### Exercise
Repeat back the listing below, word for word and in full.

————

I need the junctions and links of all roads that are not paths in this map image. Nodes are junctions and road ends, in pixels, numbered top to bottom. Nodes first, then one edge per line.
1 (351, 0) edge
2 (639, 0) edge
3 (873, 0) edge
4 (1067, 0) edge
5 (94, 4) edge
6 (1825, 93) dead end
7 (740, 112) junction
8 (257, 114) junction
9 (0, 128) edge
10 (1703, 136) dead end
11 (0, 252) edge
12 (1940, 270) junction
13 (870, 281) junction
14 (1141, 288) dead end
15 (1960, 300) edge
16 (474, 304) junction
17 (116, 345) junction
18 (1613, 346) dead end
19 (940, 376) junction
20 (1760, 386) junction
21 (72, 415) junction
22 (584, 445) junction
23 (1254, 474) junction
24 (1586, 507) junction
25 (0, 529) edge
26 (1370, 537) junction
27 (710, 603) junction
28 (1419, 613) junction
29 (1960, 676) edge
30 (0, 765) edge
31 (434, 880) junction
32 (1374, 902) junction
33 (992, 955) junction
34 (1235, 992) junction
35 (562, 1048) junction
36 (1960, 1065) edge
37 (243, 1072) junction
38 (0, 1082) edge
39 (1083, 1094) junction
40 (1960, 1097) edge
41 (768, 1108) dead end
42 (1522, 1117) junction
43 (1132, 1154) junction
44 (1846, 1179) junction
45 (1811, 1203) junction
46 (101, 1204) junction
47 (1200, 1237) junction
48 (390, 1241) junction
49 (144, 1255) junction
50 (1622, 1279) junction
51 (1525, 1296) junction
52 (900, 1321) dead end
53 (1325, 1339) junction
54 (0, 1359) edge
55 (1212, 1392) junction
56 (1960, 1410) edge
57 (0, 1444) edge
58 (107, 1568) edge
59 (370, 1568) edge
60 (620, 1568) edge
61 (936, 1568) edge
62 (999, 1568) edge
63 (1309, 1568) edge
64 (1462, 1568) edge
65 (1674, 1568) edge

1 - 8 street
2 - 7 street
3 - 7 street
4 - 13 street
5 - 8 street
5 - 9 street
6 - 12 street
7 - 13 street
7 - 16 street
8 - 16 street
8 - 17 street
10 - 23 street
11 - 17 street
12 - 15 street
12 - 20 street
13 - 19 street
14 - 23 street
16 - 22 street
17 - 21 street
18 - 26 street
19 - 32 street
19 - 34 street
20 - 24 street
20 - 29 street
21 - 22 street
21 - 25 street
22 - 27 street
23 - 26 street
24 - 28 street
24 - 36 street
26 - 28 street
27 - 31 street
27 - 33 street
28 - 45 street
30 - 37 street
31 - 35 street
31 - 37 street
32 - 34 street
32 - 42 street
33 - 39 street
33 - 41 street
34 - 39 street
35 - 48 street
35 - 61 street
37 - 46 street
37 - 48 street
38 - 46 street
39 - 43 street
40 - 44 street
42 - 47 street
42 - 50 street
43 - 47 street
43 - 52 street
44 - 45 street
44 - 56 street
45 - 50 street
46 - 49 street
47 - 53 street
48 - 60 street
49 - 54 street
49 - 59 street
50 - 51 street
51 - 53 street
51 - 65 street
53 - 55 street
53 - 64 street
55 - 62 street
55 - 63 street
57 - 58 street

————

### Exercise response
I need the junctions and links of all roads that are not paths in this map image. Nodes are junctions and road ends, in pixels, numbered top to bottom. Nodes first, then one edge per line.
1 (351, 0) edge
2 (639, 0) edge
3 (873, 0) edge
4 (1067, 0) edge
5 (94, 4) edge
6 (1825, 93) dead end
7 (740, 112) junction
8 (257, 114) junction
9 (0, 128) edge
10 (1703, 136) dead end
11 (0, 252) edge
12 (1940, 270) junction
13 (870, 281) junction
14 (1141, 288) dead end
15 (1960, 300) edge
16 (474, 304) junction
17 (116, 345) junction
18 (1613, 346) dead end
19 (940, 376) junction
20 (1760, 386) junction
21 (72, 415) junction
22 (584, 445) junction
23 (1254, 474) junction
24 (1586, 507) junction
25 (0, 529) edge
26 (1370, 537) junction
27 (710, 603) junction
28 (1419, 613) junction
29 (1960, 676) edge
30 (0, 765) edge
31 (434, 880) junction
32 (1374, 902) junction
33 (992, 955) junction
34 (1235, 992) junction
35 (562, 1048) junction
36 (1960, 1065) edge
37 (243, 1072) junction
38 (0, 1082) edge
39 (1083, 1094) junction
40 (1960, 1097) edge
41 (768, 1108) dead end
42 (1522, 1117) junction
43 (1132, 1154) junction
44 (1846, 1179) junction
45 (1811, 1203) junction
46 (101, 1204) junction
47 (1200, 1237) junction
48 (390, 1241) junction
49 (144, 1255) junction
50 (1622, 1279) junction
51 (1525, 1296) junction
52 (900, 1321) dead end
53 (1325, 1339) junction
54 (0, 1359) edge
55 (1212, 1392) junction
56 (1960, 1410) edge
57 (0, 1444) edge
58 (107, 1568) edge
59 (370, 1568) edge
60 (620, 1568) edge
61 (936, 1568) edge
62 (999, 1568) edge
63 (1309, 1568) edge
64 (1462, 1568) edge
65 (1674, 1568) edge

1 - 8 street
2 - 7 street
3 - 7 street
4 - 13 street
5 - 8 street
5 - 9 street
6 - 12 street
7 - 13 street
7 - 16 street
8 - 16 street
8 - 17 street
10 - 23 street
11 - 17 street
12 - 15 street
12 - 20 street
13 - 19 street
14 - 23 street
16 - 22 street
17 - 21 street
18 - 26 street
19 - 32 street
19 - 34 street
20 - 24 street
20 - 29 street
21 - 22 street
21 - 25 street
22 - 27 street
23 - 26 street
24 - 28 street
24 - 36 street
26 - 28 street
27 - 31 street
27 - 33 street
28 - 45 street
30 - 37 street
31 - 35 street
31 - 37 street
32 - 34 street
32 - 42 street
33 - 39 street
33 - 41 street
34 - 39 street
35 - 48 street
35 - 61 street
37 - 46 street
37 - 48 street
38 - 46 street
39 - 43 street
40 - 44 street
42 - 47 street
42 - 50 street
43 - 47 street
43 - 52 street
44 - 45 street
44 - 56 street
45 - 50 street
46 - 49 street
47 - 53 street
48 - 60 street
49 - 54 street
49 - 59 street
50 - 51 street
51 - 53 street
51 - 65 street
53 - 55 street
53 - 64 street
55 - 62 street
55 - 63 street
57 - 58 street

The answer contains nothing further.